───── Material for this task

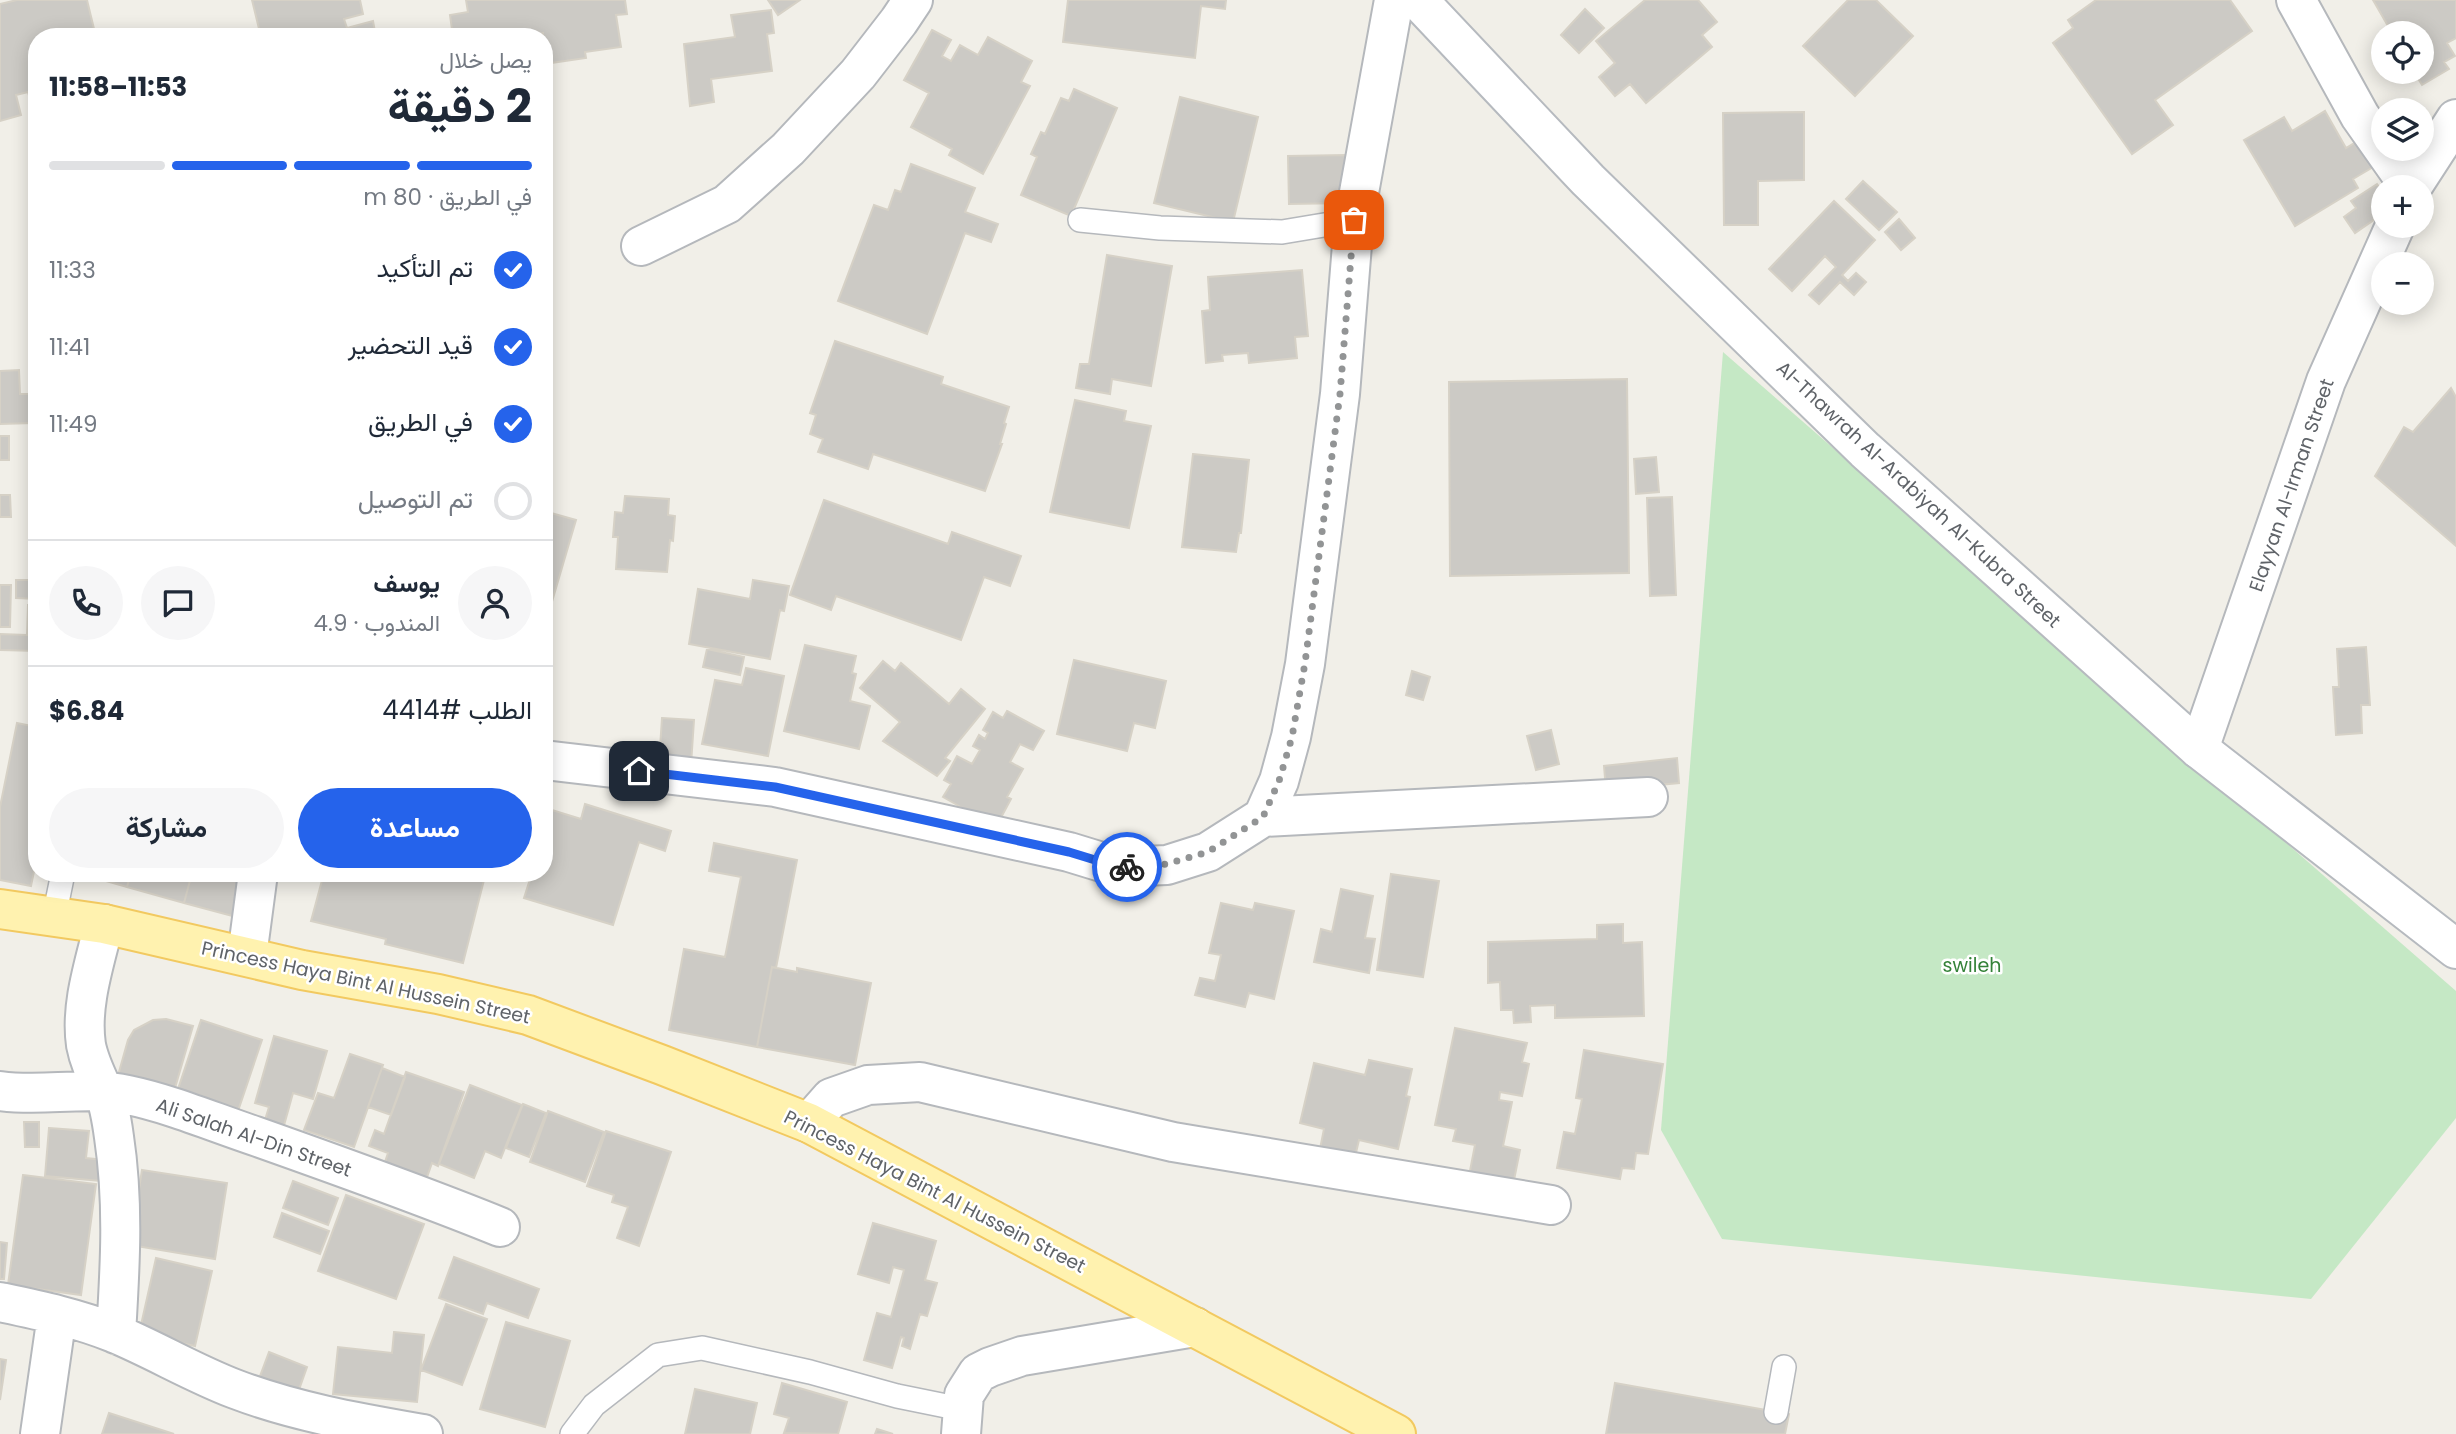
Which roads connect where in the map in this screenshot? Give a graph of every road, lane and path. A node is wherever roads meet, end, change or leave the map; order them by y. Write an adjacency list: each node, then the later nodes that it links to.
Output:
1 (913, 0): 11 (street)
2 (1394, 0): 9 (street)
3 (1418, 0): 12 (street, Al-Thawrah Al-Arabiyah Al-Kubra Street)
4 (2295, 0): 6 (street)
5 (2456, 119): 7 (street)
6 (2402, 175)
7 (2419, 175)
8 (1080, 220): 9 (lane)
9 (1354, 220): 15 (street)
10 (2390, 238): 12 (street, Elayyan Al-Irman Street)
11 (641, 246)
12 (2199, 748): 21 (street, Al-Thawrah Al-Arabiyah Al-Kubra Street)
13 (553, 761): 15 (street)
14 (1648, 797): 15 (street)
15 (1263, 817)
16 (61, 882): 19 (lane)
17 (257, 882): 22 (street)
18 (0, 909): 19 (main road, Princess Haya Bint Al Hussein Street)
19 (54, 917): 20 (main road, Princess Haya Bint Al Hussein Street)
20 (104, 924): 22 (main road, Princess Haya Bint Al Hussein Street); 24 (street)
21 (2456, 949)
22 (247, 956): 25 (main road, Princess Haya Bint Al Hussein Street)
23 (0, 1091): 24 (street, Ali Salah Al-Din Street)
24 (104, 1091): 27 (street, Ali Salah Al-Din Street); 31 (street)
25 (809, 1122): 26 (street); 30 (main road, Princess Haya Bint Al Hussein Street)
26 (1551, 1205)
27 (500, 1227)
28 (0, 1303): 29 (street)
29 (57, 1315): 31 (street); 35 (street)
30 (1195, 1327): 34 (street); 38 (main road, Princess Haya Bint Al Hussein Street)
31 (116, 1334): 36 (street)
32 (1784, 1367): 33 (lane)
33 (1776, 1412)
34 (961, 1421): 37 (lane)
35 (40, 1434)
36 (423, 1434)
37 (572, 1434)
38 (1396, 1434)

──────────
───── Material for this task

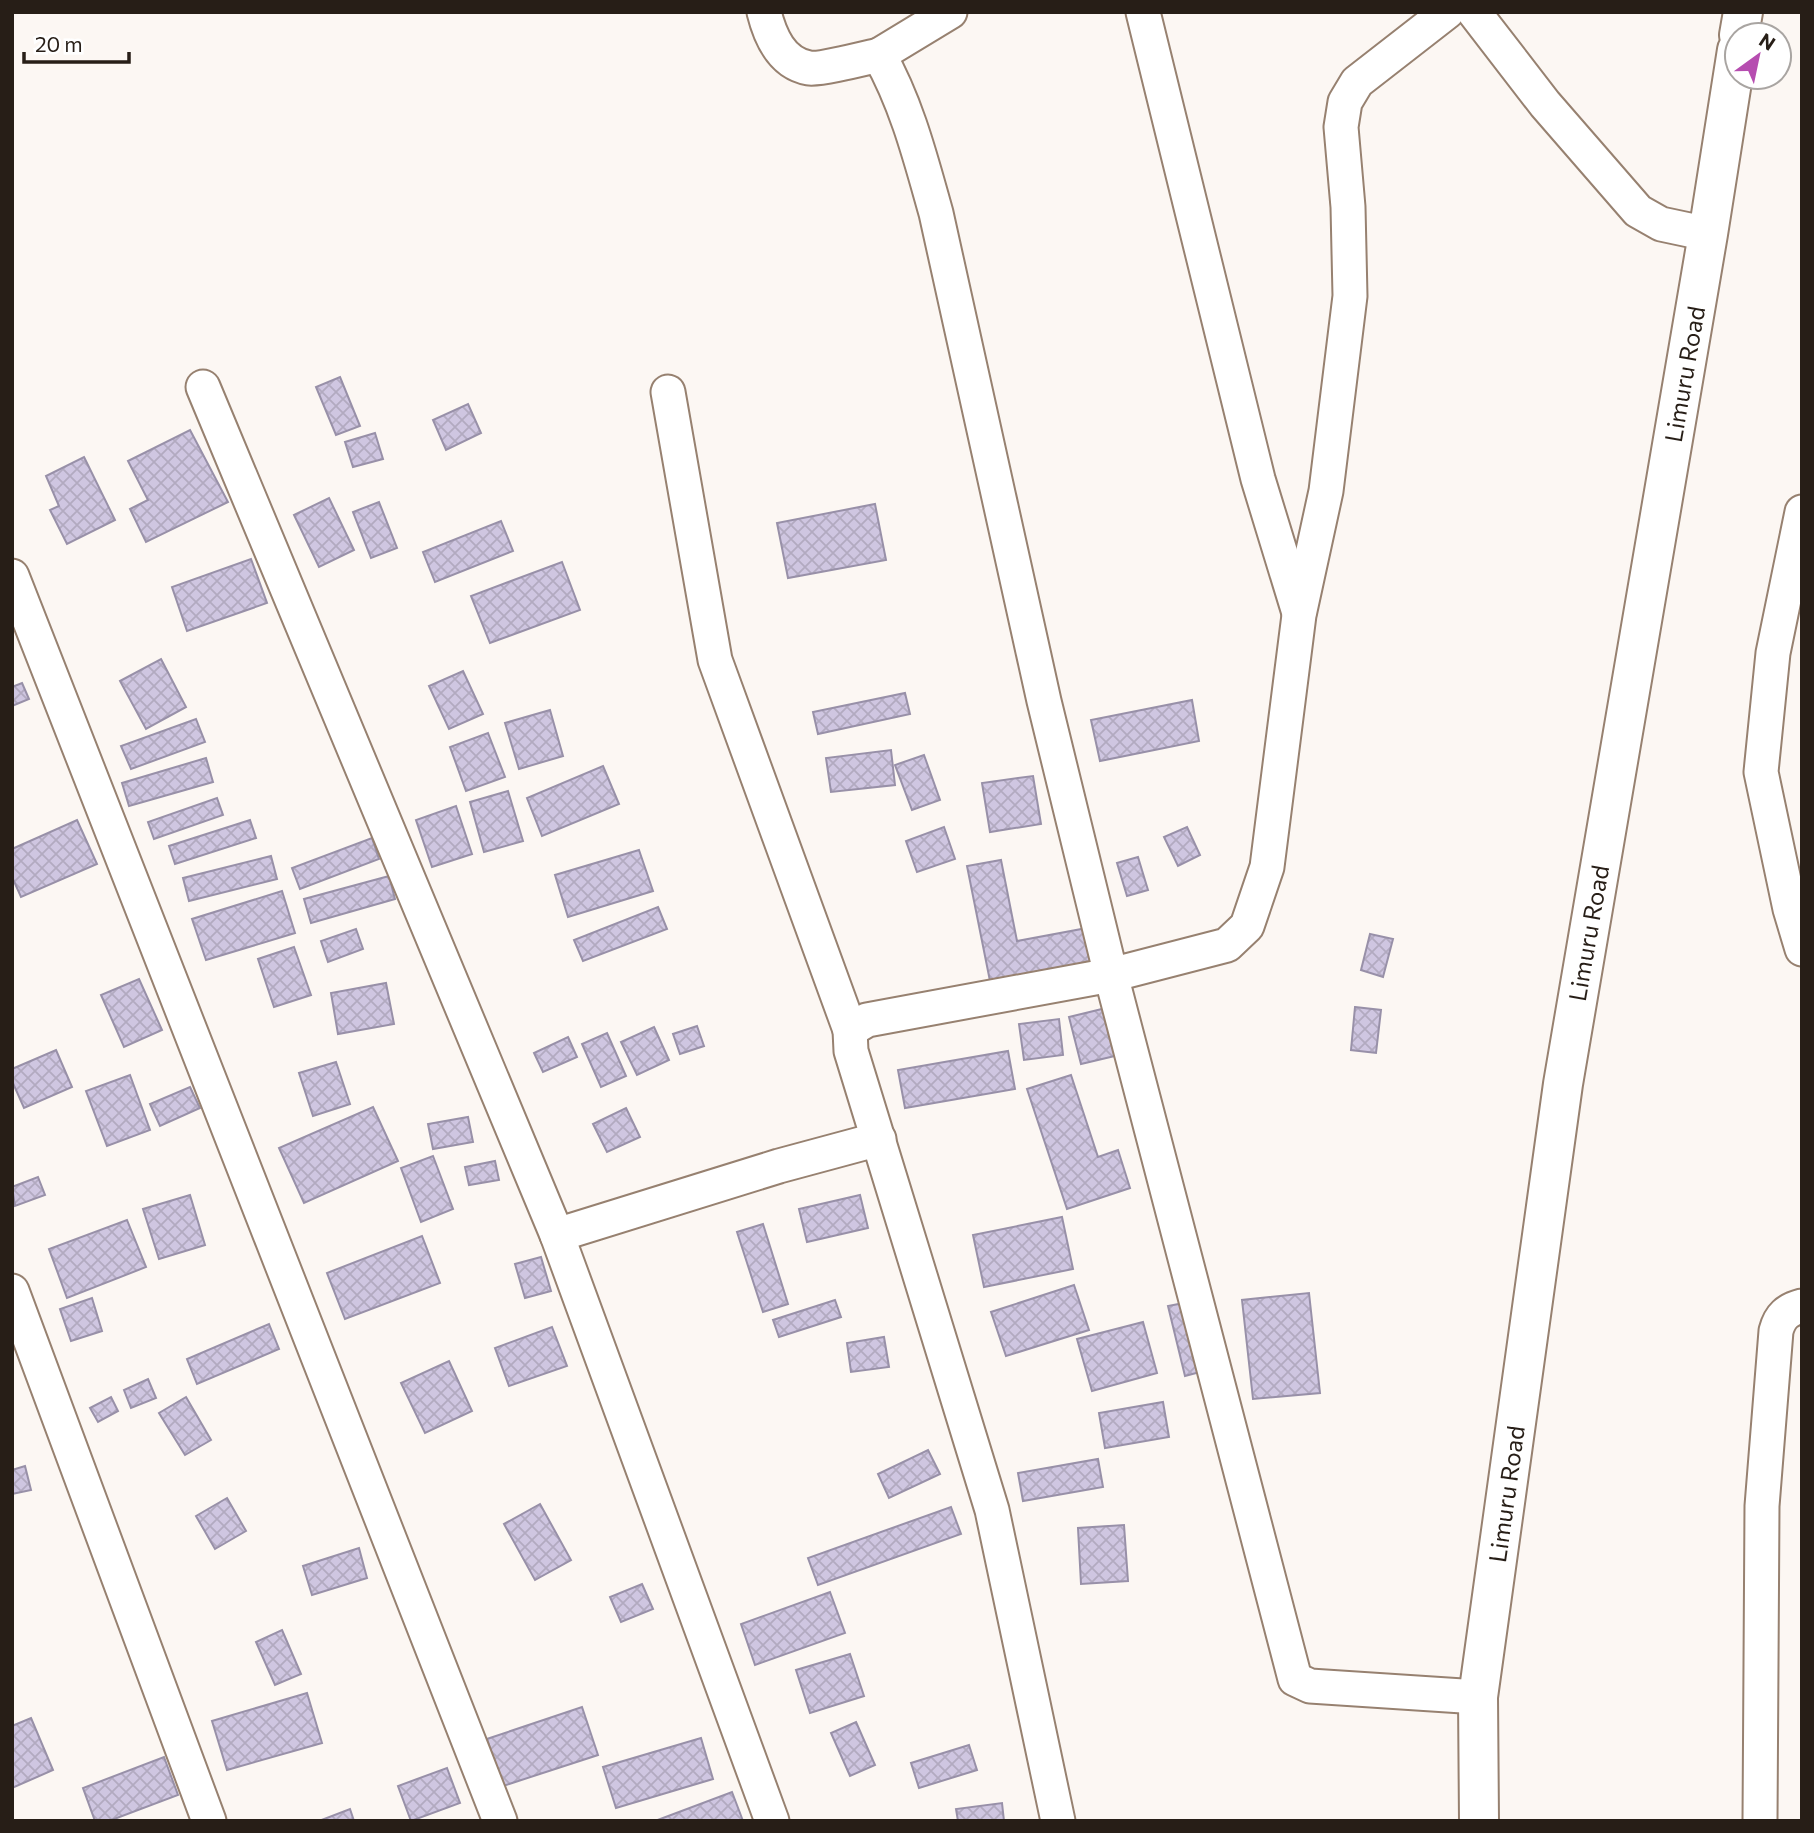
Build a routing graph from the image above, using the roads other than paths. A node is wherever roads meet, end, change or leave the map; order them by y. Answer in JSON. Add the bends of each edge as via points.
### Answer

──────────

• **Work instructions**
Only lines containing the string "leave" are needed. Pull each of them out of the records above.

• **Response**
Which roads connect where in the map in this screenshot? Give a graph of every road, lane and path. A node is wherever roads meet, end, change or leave the map; order them by y. Write an adjacency list: each node, then the later nodes that it links to.
Build a routing graph from the image above, using the roads other than paths. A node is wherever roads meet, end, change or leave the map; order them by y. Answer in JSON. Add the bends of each edge as via points.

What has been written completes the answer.